* _Task_:
Give every line of the material back exactly, images removed.

* _Exercise inputs_:
========

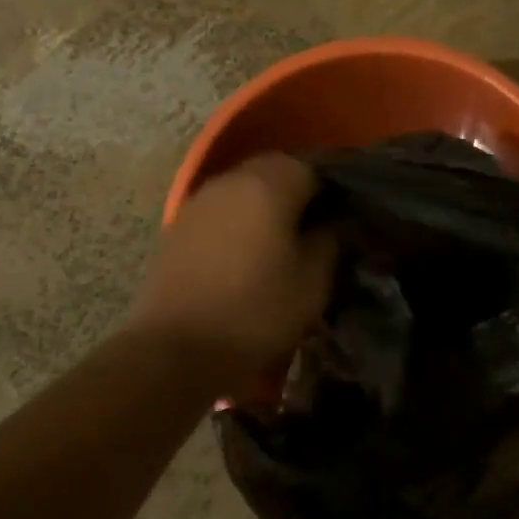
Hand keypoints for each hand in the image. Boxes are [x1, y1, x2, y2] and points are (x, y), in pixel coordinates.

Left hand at [129, 154, 336, 386]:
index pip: (313, 168)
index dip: (333, 191)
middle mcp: (231, 181)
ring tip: (280, 241)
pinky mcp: (178, 226)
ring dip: (264, 206)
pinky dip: (237, 222)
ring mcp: (199, 201)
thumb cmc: (255, 313)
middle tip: (314, 228)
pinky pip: (220, 210)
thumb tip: (334, 222)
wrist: (175, 350)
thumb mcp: (312, 283)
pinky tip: (244, 253)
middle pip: (275, 171)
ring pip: (244, 188)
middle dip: (298, 192)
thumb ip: (330, 241)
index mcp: (269, 186)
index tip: (343, 219)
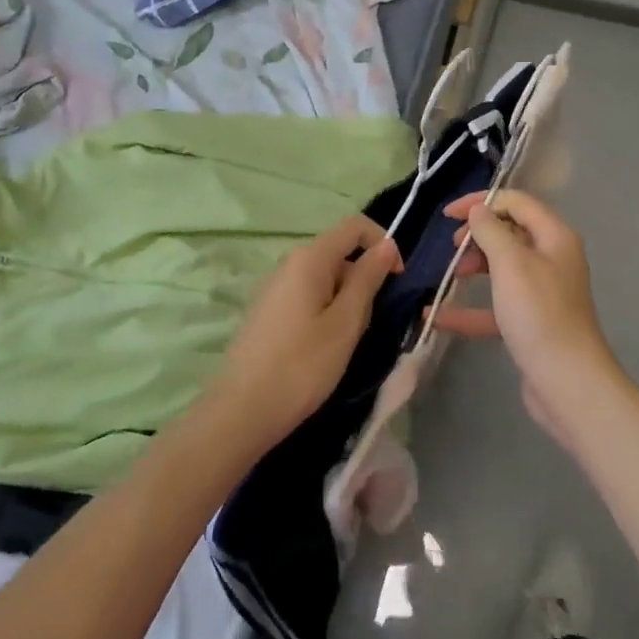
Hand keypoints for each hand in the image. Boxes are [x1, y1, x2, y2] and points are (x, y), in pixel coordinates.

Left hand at [212, 216, 399, 452]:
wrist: (241, 413)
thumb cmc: (302, 366)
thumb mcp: (346, 323)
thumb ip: (368, 279)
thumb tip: (386, 245)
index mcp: (309, 258)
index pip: (355, 226)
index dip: (383, 244)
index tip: (397, 281)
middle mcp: (289, 262)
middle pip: (339, 252)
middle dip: (364, 278)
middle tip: (368, 323)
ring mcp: (274, 286)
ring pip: (325, 277)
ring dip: (346, 299)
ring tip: (346, 340)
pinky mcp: (267, 310)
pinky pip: (307, 295)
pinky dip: (326, 310)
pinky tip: (322, 347)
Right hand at [440, 190, 619, 445]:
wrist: (568, 383)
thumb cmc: (539, 314)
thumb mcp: (510, 263)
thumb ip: (490, 230)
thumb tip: (479, 209)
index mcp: (554, 236)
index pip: (516, 202)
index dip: (482, 201)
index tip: (448, 215)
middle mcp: (552, 259)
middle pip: (510, 233)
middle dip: (478, 236)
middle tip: (452, 248)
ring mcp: (543, 293)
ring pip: (503, 268)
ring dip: (474, 267)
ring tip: (449, 276)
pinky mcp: (532, 323)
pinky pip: (497, 306)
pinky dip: (471, 309)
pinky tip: (438, 317)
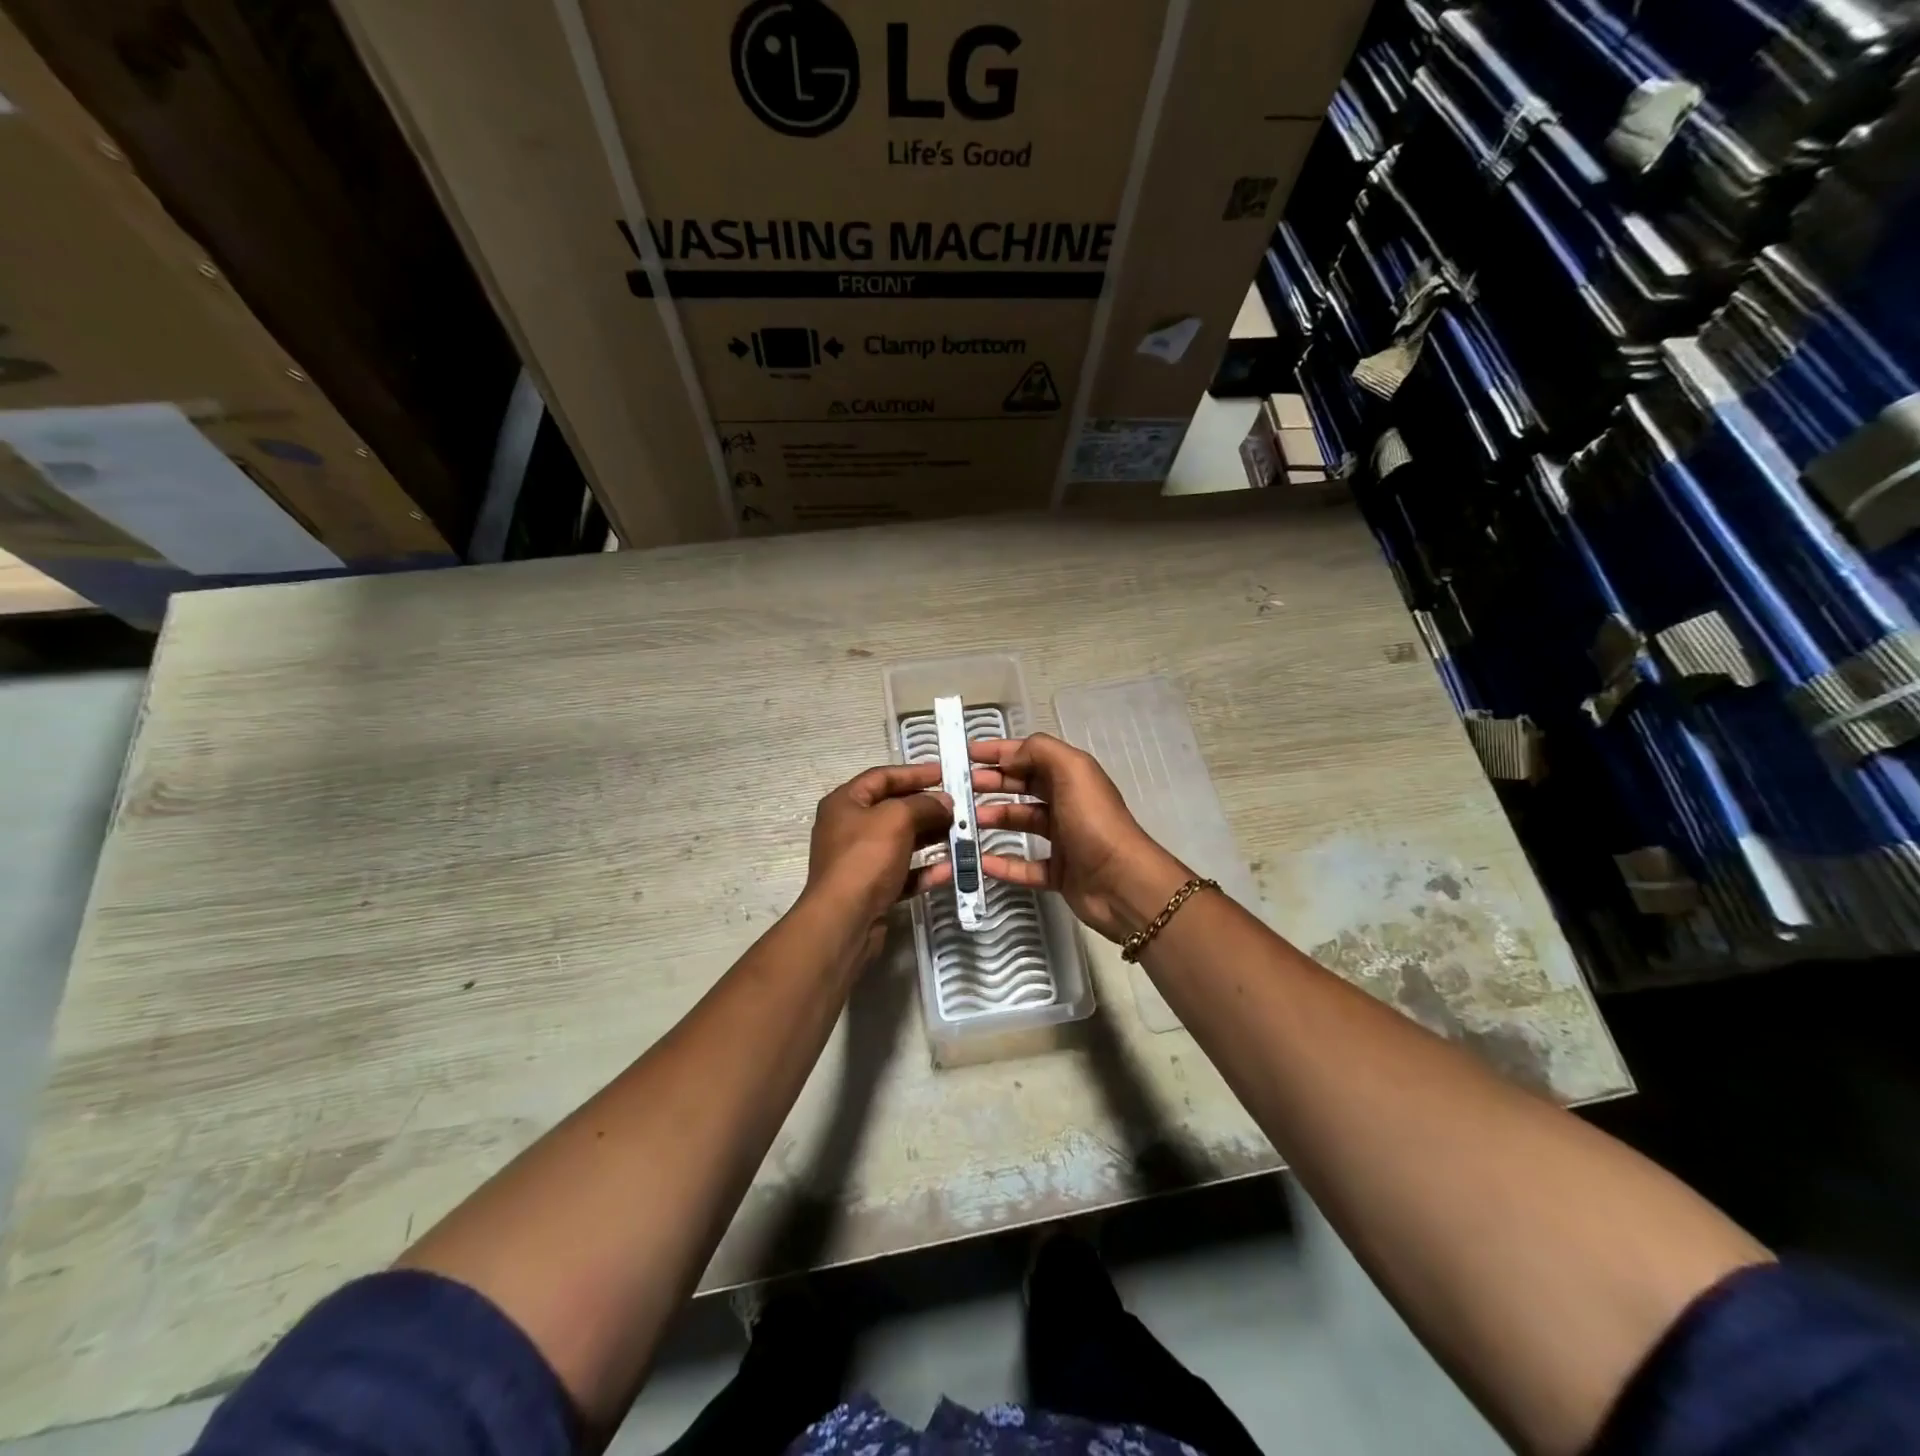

========

* _Answer box_:
Hand keypoints for each hand in the image. Boxes are [x1, y1, x2, y2] and points are (x, y), in pixel coordinates.

Left hand at [129, 154, 336, 386]:
index pip: (313, 168)
index dip: (333, 191)
middle mcp: (231, 181)
ring tip: (280, 241)
pinky mcp: (178, 226)
ring dip: (264, 206)
pinky dip: (237, 222)
ring mcp: (199, 201)
thumb cmc: (255, 313)
middle tip: (314, 228)
pinky pip: (220, 210)
thumb tip: (334, 222)
wrist: (175, 350)
thumb mcp: (312, 283)
pinky tip: (244, 253)
middle pip: (275, 171)
ring pip: (244, 188)
middle dip: (298, 192)
thumb ip: (330, 241)
index mcp: (269, 186)
index tip: (343, 219)
Hand keypoints for each hand in the image. Boxes are [x1, y1, x2, y2] and points are (x, y), in pixel coordinates.

Left hand at [212, 216, 399, 452]:
wrist: (241, 413)
thumb cmc: (302, 366)
thumb mcp: (346, 323)
thumb ip: (368, 279)
thumb tip: (386, 245)
index mcp: (309, 258)
index pip: (355, 226)
index dip: (383, 244)
index tip: (397, 281)
middle mcp: (289, 262)
middle pip: (339, 252)
middle dip: (364, 278)
middle tip: (368, 323)
ring mcp: (274, 286)
ring pip: (325, 277)
ring dip: (346, 299)
ring tip: (346, 340)
pinky mcp: (267, 310)
pinky pip: (307, 295)
pinky dip: (326, 310)
pinky tip: (322, 347)
Right hand at [440, 190, 619, 445]:
wrist: (568, 383)
thumb cmc: (539, 314)
thumb mcp: (510, 263)
thumb ip: (490, 230)
thumb tip: (479, 209)
index mcp: (554, 236)
index pip: (516, 202)
index dip: (482, 201)
index tip: (448, 215)
middle mcp: (552, 259)
middle pip: (510, 233)
middle dip: (478, 236)
middle tip: (452, 248)
ring mcp: (543, 293)
ring pip: (503, 268)
ring dip: (474, 267)
ring tip: (449, 276)
pinky mcp: (532, 323)
pinky pip: (497, 306)
pinky dip: (471, 309)
pinky tip: (438, 317)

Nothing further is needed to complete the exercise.